When you plan a flight such as an Atlantic crossing, it’s very, very important to know all that you can in advance. You must prepare for everything as highlighted by Roger here…
Flight Plans and the Weather
Before my first Atlantic crossing three years ago, I studied the weather for two months prior to the trip. Every morning, I studied the weather charts of the North Atlantic, writing down if the weather would allow me to fly the leg from A to B on that day or not.
In the evening, I’d check the weather again to see if the decision I had made that morning was correct. This proved to be an effective and accurate training exercise that helped me understand the weather situation in the North Atlantic. (It’s certainly not the same as it is back home!)
Your Aircraft and the Weather
Crossing Greenland is the most difficult part of a North-Atlantic flight crossing. Most people know about Greenland’s ice coverage, but it’s not common knowledge that the ice is two-miles thick. The ice at several places is so heavy that it presses the ground underneath it to sea level.
When crossing Greenland, you must be absolutely sure that you can fly either higher than the clouds or below them.
When the clouds are lying on the surface of this ice shield, it results in negative degrees Celsius. I know that it’s impossible to do this for hours with a Cirrus.
So, be sure to understand the North Atlantic weather, and also the capabilities of your airplane.
Crossing the Water
The water in the North Atlantic is between 2°C and 4°C. Without a survival suit, you would have perhaps 1-2 minutes to board a life raft. If unsuccessful, you don’t have any chance for survival. Thus, I took special survivor training in Germany in an indoor pool where they simulated waves, wind and darkness.
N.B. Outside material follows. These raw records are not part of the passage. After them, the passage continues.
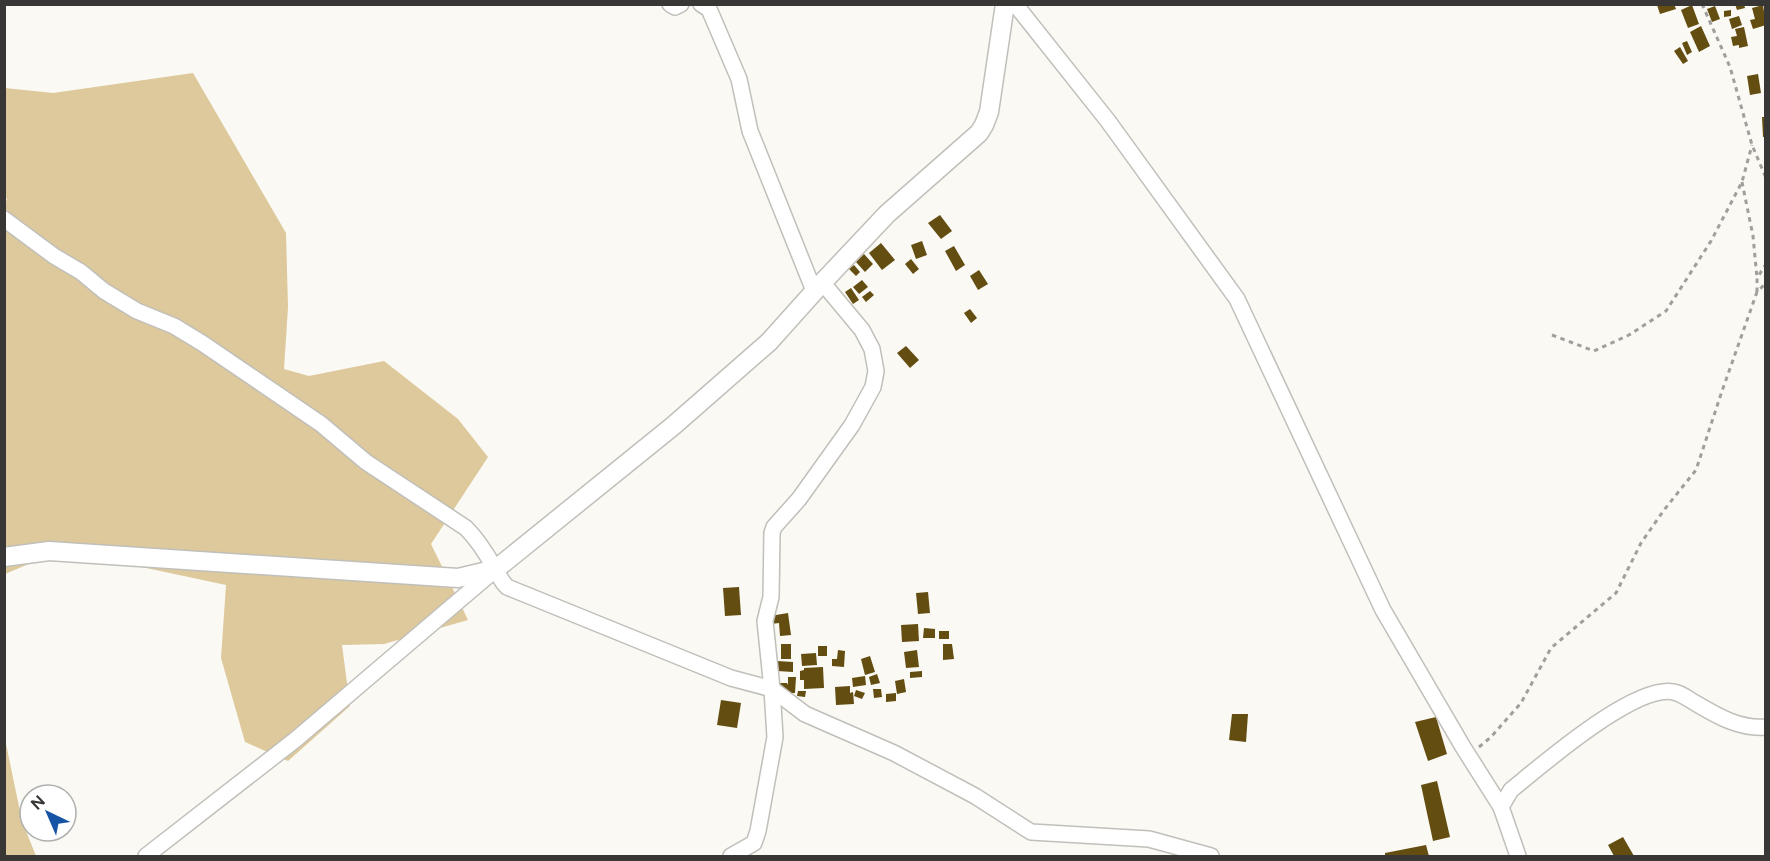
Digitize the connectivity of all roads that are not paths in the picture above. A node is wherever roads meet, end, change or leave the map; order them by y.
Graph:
1 (670, 4) edge
2 (681, 4) edge
3 (700, 4) edge
4 (1005, 4) edge
5 (1015, 4) edge
6 (4, 219) edge
7 (818, 287) junction
8 (4, 557) edge
9 (496, 569) junction
10 (772, 689) junction
11 (1766, 727) edge
12 (1501, 807) junction
13 (146, 856) edge
14 (731, 856) edge
15 (1211, 856) edge
16 (1518, 856) edge

1 - 2 street
3 - 7 street
4 - 7 street
5 - 12 street
6 - 9 street
7 - 9 street
7 - 10 street
8 - 9 street
9 - 10 street
9 - 13 street
10 - 14 street
10 - 15 street
11 - 12 street
12 - 16 street

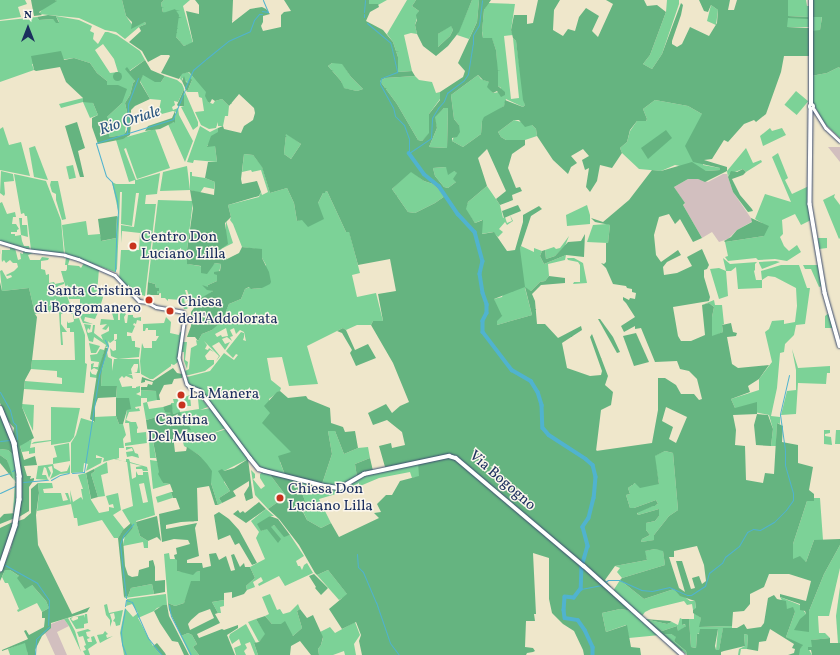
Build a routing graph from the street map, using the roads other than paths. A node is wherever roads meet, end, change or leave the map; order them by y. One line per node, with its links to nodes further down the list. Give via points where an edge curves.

We practiced everything, such as how to ditch from an upside-down airplane, how to exit the plane underwater, making it to the surface, and boarding the life raft. I learned quite a lot about the different types of survival suits and life rafts. This is critical knowledge for pilots planning such a trip.
Long-Distance Aircraft Communications
Make sure you understand communication capabilities along your flight path. For my trip, I learned the following:
I had three different satellite datalinks which provided weather information and let me contact my family with text messages while en route. I was also equipped with a portable satellite beacon that could contact rescue teams via text messages in case of an emergency.
Often there is no radar coverage over the ocean for the low flight levels, but oceanic controllers must still make sure all the aircraft are safely separated by distance and altitude. Since they can’t “see” the aircraft, controllers rely on pilots to report their position at regular intervals.
A position report provides an aircraft’s location, speed and altitude so the controller can build a 3D picture of all the traffic. Pilots are required to report their position by radio every 10° longitude.
Alternates are rare in Greenland, so I prepared and planned with this understanding. Pre-flight planning must include calculating a Point of No Return (PNR). The PNR is also known as the Point of Safe Return (PSR), the furthest point along a track that you can fly towards the destination and have sufficient fuel to divert to an alternate, with safe reserves on arrival.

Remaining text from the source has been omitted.